WHAT IS REQUIRED:
In the copy you make, keep each entry exactly as it is and leave out all images.

Items listed in a dataset
+---+

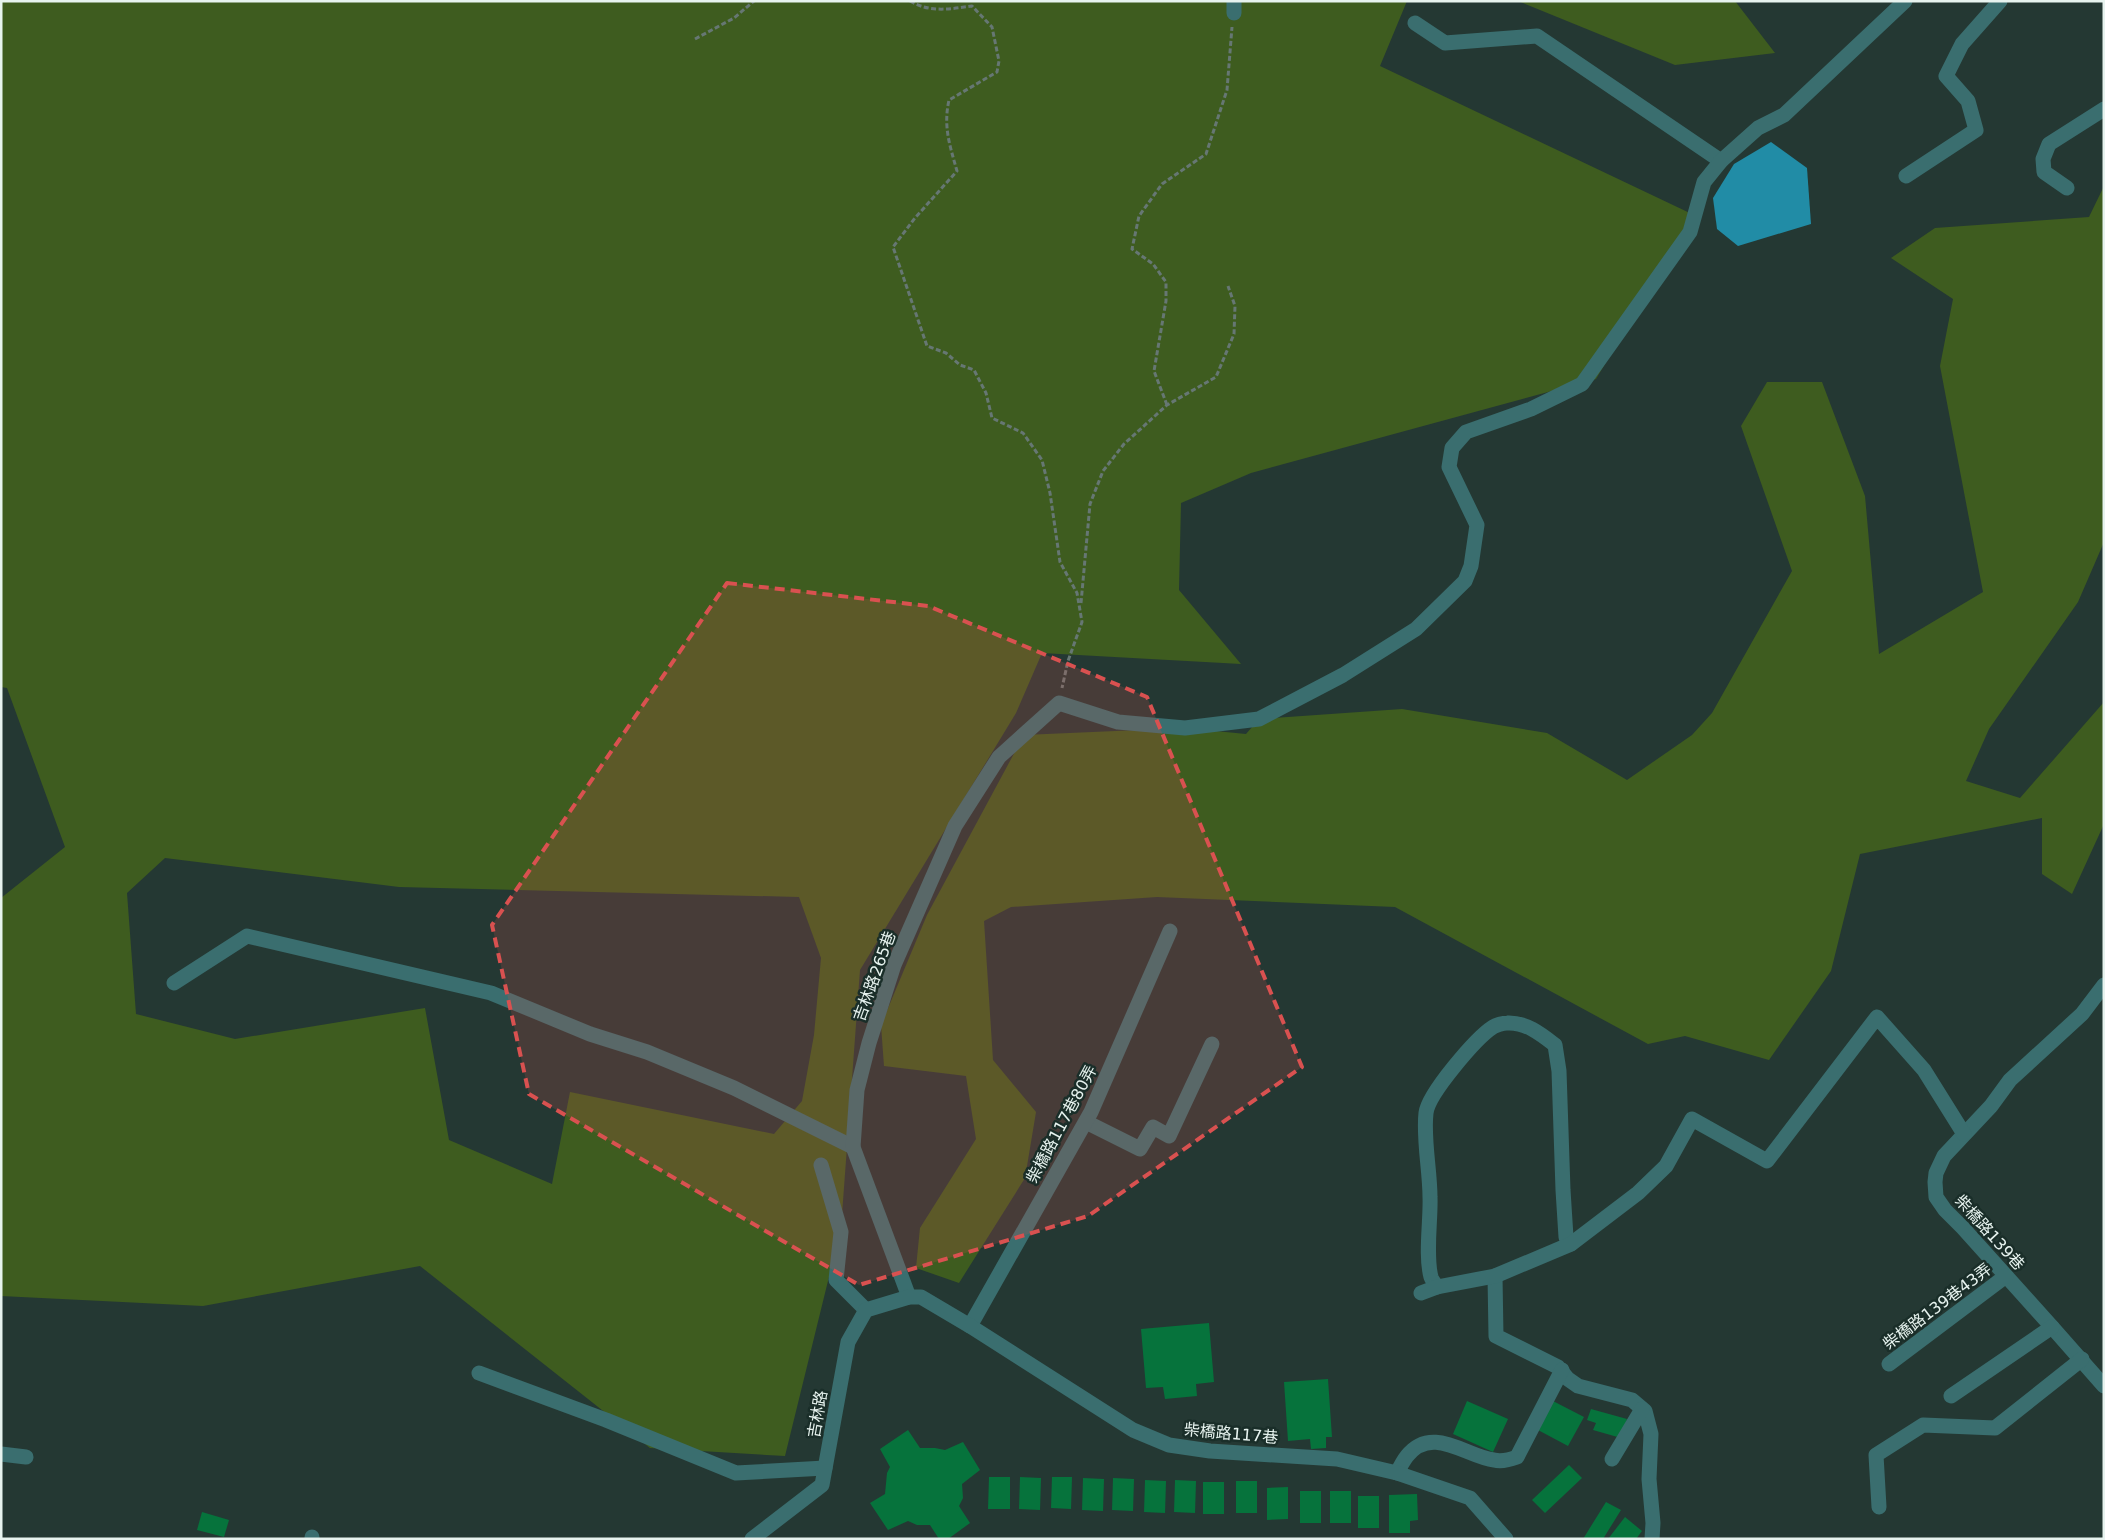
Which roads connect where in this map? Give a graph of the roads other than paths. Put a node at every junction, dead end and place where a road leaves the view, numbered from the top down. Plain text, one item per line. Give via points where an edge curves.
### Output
1 (1905, 1) edge
2 (2000, 1) edge
3 (1415, 23) dead end
4 (2104, 109) edge
5 (1721, 161) junction
6 (1906, 176) dead end
7 (2067, 188) dead end
8 (1170, 931) dead end
9 (174, 983) dead end
10 (2104, 984) edge
11 (1212, 1044) dead end
12 (1086, 1122) junction
13 (1964, 1134) junction
14 (853, 1147) junction
15 (822, 1166) dead end
16 (1571, 1244) junction
17 (1495, 1276) junction
18 (2006, 1276) junction
19 (1436, 1287) junction
20 (1421, 1293) dead end
21 (909, 1297) junction
22 (866, 1310) junction
23 (970, 1326) junction
24 (2052, 1327) junction
25 (2082, 1359) junction
26 (1888, 1364) dead end
27 (1562, 1370) junction
28 (480, 1373) dead end
29 (2104, 1386) edge
30 (1951, 1396) dead end
31 (1642, 1409) junction
32 (1, 1454) edge
33 (26, 1457) dead end
34 (1612, 1459) dead end
35 (825, 1468) junction
36 (1398, 1473) junction
37 (1879, 1507) dead end
38 (752, 1539) edge
39 (1506, 1539) edge
40 (1652, 1539) edge

1 - 5 street via 1784,115 1758,128
2 - 6 street via 1962,44 1946,76 1968,101 1976,130
3 - 5 street via 1445,44 1537,36
4 - 7 street via 2049,144 2043,159 2044,172
5 - 14 street, 吉林路265巷 via 1704,182 1690,232 1582,384 1531,409 1466,432 1452,448 1449,467 1477,525 1471,566 1466,581 1416,628 1343,675 1259,719 1185,728 1118,722 1059,704 998,757 955,826 894,965 857,1090
8 - 12 street, 柴橋路117巷80弄
9 - 14 street via 247,936 492,993 734,1088
10 - 13 street, 柴橋路139巷 via 2082,1014 2010,1080
11 - 12 street via 1169,1136 1153,1127 1140,1149
12 - 23 street, 柴橋路117巷80弄
13 - 16 street via 1924,1070 1877,1017 1767,1161 1692,1119 1666,1166 1638,1193
13 - 18 street, 柴橋路139巷 via 1944,1156 1935,1182 1936,1197
14 - 21 street, 吉林路265巷
15 - 22 street via 841,1232 836,1280
16 - 17 street
16 - 19 street via 1566,1237 1562,1190 1555,1045 1536,1030 1507,1023 1494,1026 1452,1067 1434,1093 1426,1112 1430,1196 1428,1230 1431,1278
17 - 19 street
17 - 27 street via 1496,1336
18 - 24 street, 柴橋路139巷
18 - 26 street, 柴橋路139巷43弄
19 - 20 street
21 - 22 street
21 - 23 street, 柴橋路117巷 via 921,1297
22 - 35 street, 吉林路 via 848,1342
23 - 36 street, 柴橋路117巷 via 1133,1430 1169,1445 1210,1451 1337,1459
24 - 25 street, 柴橋路139巷
24 - 30 street
25 - 29 street, 柴橋路139巷
25 - 37 street via 1995,1428 1923,1425 1876,1455
27 - 31 street via 1578,1386 1632,1400
27 - 36 street via 1517,1457 1506,1461 1492,1460 1448,1443 1428,1443 1407,1456
28 - 35 street via 736,1473
31 - 34 street
31 - 40 street via 1651,1434
32 - 33 street
35 - 38 street, 吉林路 via 822,1485
36 - 39 street, 柴橋路117巷 via 1470,1498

+---+

RESULT OF THIS EXERCISE:
Which roads connect where in this map? Give a graph of the roads other than paths. Put a node at every junction, dead end and place where a road leaves the view, numbered from the top down. Plain text, one item per line. Give via points where an edge curves.
### Output
1 (1905, 1) edge
2 (2000, 1) edge
3 (1415, 23) dead end
4 (2104, 109) edge
5 (1721, 161) junction
6 (1906, 176) dead end
7 (2067, 188) dead end
8 (1170, 931) dead end
9 (174, 983) dead end
10 (2104, 984) edge
11 (1212, 1044) dead end
12 (1086, 1122) junction
13 (1964, 1134) junction
14 (853, 1147) junction
15 (822, 1166) dead end
16 (1571, 1244) junction
17 (1495, 1276) junction
18 (2006, 1276) junction
19 (1436, 1287) junction
20 (1421, 1293) dead end
21 (909, 1297) junction
22 (866, 1310) junction
23 (970, 1326) junction
24 (2052, 1327) junction
25 (2082, 1359) junction
26 (1888, 1364) dead end
27 (1562, 1370) junction
28 (480, 1373) dead end
29 (2104, 1386) edge
30 (1951, 1396) dead end
31 (1642, 1409) junction
32 (1, 1454) edge
33 (26, 1457) dead end
34 (1612, 1459) dead end
35 (825, 1468) junction
36 (1398, 1473) junction
37 (1879, 1507) dead end
38 (752, 1539) edge
39 (1506, 1539) edge
40 (1652, 1539) edge

1 - 5 street via 1784,115 1758,128
2 - 6 street via 1962,44 1946,76 1968,101 1976,130
3 - 5 street via 1445,44 1537,36
4 - 7 street via 2049,144 2043,159 2044,172
5 - 14 street, 吉林路265巷 via 1704,182 1690,232 1582,384 1531,409 1466,432 1452,448 1449,467 1477,525 1471,566 1466,581 1416,628 1343,675 1259,719 1185,728 1118,722 1059,704 998,757 955,826 894,965 857,1090
8 - 12 street, 柴橋路117巷80弄
9 - 14 street via 247,936 492,993 734,1088
10 - 13 street, 柴橋路139巷 via 2082,1014 2010,1080
11 - 12 street via 1169,1136 1153,1127 1140,1149
12 - 23 street, 柴橋路117巷80弄
13 - 16 street via 1924,1070 1877,1017 1767,1161 1692,1119 1666,1166 1638,1193
13 - 18 street, 柴橋路139巷 via 1944,1156 1935,1182 1936,1197
14 - 21 street, 吉林路265巷
15 - 22 street via 841,1232 836,1280
16 - 17 street
16 - 19 street via 1566,1237 1562,1190 1555,1045 1536,1030 1507,1023 1494,1026 1452,1067 1434,1093 1426,1112 1430,1196 1428,1230 1431,1278
17 - 19 street
17 - 27 street via 1496,1336
18 - 24 street, 柴橋路139巷
18 - 26 street, 柴橋路139巷43弄
19 - 20 street
21 - 22 street
21 - 23 street, 柴橋路117巷 via 921,1297
22 - 35 street, 吉林路 via 848,1342
23 - 36 street, 柴橋路117巷 via 1133,1430 1169,1445 1210,1451 1337,1459
24 - 25 street, 柴橋路139巷
24 - 30 street
25 - 29 street, 柴橋路139巷
25 - 37 street via 1995,1428 1923,1425 1876,1455
27 - 31 street via 1578,1386 1632,1400
27 - 36 street via 1517,1457 1506,1461 1492,1460 1448,1443 1428,1443 1407,1456
28 - 35 street via 736,1473
31 - 34 street
31 - 40 street via 1651,1434
32 - 33 street
35 - 38 street, 吉林路 via 822,1485
36 - 39 street, 柴橋路117巷 via 1470,1498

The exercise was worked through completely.